Question: When we first purchased our home (a little over two years ago), we used an adjustable rate loan. Last year we refinanced and locked into a fixed rate of 7.3 percent. The rates now are super low and it sounds like it would be a good idea to refinance again, but I am admittedly clueless about this kind of stuff. It sounds so good on paper, that there must be a catch. How many times can I refinance?
Answer: You can refinance as many times as you wish, but the costs associated with refinancing are the catch. It can cost you several thousand dollars every time you refinance your mortgage. Refinancing might be a good idea if you plan to stay in your home long enough to cover the costs involved in getting a new loan.
When you’re thinking about refinancing, there are two basic questions you need to answer: How long do I plan to stay where I am, and how much will it cost to get a lower interest rate loan?
Check first with your current lender about refinancing. Ask about no-cost and low-cost refinancing. Then call at least three mortgage lenders and compare interest rates, points and other closing costs. Lenders have been swamped with requests for information about refinancing, so be patient as you gather information.
Current mortgage interest rates will be quoted with and without points. You always want to know the rate without any points. Then you can ask how many points you would be charged to buy a lower rate.
For example, recent rates for 30-year loans are averaging about 5.85 percent with 1.43 points (including the origination fee). A $150,000 mortgage with 1.43 points would cost $2,145.
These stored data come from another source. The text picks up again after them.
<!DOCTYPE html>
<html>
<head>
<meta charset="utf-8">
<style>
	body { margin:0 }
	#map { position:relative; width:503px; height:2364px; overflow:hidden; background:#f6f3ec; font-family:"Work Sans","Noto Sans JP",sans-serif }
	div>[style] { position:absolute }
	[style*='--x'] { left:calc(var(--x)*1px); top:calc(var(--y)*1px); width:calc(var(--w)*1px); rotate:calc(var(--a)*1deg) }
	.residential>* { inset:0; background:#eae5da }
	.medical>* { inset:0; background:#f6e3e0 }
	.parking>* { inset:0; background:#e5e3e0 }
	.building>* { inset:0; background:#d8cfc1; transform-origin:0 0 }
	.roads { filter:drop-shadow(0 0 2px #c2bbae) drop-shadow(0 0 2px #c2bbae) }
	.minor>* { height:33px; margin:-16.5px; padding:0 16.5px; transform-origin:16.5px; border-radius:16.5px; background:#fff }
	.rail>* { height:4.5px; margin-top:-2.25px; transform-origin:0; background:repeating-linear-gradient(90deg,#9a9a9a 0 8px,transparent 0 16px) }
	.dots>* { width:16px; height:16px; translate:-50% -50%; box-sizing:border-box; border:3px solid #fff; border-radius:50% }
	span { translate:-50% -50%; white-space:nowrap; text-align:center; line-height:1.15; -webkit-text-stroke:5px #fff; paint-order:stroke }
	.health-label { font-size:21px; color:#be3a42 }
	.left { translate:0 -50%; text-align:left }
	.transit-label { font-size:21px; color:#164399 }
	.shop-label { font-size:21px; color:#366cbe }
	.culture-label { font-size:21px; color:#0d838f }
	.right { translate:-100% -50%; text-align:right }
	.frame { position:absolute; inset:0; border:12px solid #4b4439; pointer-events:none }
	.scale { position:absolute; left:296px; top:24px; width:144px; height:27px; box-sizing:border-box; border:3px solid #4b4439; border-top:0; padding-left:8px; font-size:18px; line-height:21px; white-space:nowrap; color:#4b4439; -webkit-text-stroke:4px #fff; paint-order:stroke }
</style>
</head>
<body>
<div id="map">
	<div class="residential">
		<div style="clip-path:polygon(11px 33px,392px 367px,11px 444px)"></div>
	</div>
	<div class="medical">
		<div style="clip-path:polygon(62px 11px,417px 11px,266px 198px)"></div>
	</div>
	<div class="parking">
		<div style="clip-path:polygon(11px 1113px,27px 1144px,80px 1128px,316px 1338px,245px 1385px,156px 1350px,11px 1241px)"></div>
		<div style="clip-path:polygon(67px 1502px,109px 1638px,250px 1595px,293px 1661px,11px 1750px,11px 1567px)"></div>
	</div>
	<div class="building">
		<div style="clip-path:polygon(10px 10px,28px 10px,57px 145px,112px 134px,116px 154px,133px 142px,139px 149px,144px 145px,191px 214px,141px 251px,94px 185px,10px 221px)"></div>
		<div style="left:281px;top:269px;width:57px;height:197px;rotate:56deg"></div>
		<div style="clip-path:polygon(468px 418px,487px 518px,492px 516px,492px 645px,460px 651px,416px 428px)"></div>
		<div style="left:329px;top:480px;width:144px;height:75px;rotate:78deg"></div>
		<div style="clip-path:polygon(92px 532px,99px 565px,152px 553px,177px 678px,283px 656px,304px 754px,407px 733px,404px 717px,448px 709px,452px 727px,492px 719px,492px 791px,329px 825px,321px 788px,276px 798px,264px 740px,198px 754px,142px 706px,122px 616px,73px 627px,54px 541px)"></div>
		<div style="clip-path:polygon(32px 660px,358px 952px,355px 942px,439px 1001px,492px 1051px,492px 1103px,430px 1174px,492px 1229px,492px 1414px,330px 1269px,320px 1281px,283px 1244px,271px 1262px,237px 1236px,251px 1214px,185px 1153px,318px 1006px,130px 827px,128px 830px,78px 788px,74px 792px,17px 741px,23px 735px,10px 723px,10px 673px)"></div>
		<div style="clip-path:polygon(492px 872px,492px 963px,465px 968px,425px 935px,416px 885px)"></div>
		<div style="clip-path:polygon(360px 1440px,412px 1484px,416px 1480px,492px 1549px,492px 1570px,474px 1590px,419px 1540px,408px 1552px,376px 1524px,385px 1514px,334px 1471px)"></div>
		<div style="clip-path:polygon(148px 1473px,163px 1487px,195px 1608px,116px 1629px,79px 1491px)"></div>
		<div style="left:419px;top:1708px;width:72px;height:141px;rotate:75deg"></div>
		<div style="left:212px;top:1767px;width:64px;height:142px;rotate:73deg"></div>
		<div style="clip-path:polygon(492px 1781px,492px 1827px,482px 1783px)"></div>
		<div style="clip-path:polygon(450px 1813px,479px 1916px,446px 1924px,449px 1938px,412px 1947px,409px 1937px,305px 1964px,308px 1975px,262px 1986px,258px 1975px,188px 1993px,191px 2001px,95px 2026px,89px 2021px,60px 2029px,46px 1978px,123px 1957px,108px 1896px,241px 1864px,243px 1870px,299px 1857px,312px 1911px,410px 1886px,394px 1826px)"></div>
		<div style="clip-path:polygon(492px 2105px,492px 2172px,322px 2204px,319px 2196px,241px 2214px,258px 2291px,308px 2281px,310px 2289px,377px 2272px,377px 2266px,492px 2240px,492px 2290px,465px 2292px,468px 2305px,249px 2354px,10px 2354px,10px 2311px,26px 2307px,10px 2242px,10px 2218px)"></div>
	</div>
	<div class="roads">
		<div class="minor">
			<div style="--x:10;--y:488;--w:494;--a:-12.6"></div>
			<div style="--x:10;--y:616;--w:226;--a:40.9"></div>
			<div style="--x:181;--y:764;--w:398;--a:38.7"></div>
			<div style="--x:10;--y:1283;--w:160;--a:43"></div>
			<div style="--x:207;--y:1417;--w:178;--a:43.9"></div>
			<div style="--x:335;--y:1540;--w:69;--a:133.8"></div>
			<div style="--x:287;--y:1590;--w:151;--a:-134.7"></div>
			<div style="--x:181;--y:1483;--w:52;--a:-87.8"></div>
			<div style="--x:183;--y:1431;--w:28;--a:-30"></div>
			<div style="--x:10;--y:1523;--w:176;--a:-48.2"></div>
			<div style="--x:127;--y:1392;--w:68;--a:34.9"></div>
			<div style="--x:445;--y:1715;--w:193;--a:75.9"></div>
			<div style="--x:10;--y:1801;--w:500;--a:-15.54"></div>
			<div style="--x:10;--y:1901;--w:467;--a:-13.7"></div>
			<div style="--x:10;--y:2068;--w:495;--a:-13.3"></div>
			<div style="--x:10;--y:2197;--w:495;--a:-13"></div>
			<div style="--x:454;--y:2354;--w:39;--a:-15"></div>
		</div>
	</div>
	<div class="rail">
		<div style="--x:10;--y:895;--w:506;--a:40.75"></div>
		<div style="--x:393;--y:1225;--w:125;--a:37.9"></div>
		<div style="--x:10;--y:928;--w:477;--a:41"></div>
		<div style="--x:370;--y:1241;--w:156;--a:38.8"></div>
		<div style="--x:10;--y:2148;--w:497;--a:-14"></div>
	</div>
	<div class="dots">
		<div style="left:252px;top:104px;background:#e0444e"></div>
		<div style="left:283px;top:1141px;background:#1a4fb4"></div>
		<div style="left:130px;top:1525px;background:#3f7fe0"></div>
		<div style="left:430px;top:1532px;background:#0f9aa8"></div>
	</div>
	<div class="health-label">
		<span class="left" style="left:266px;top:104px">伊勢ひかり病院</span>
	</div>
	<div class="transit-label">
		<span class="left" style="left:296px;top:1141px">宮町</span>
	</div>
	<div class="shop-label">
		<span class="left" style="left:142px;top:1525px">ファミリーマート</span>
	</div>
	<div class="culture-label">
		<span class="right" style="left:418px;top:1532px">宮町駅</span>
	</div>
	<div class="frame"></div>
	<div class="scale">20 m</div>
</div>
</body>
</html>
How much would you save by having a 5.85 percent loan compared to your present 7.3 percent loan? Your current monthly principal and interest (PI) payments at 7.3 percent are approximately $1,028 per month. At 5.85 percent, your PI payments would be $885 per month, a difference of $143 per month.
To determine if switching to a lower interest loan is a good bet for you, subtract the PI amount you are paying now from the PI payment you would make with the lower cost loan. You can compute how many months it would take to pay off the fees. In your example, your current monthly payment is $1,028. Your new monthly payment would be $885. The difference is $143 per month. If the total cost of refinancing is 3 percent of $150,000, your total cost would be $4,500. If you divide $4,500 by the $143 per month savings, you will come out ahead in 31½ months or a little over 2½ years.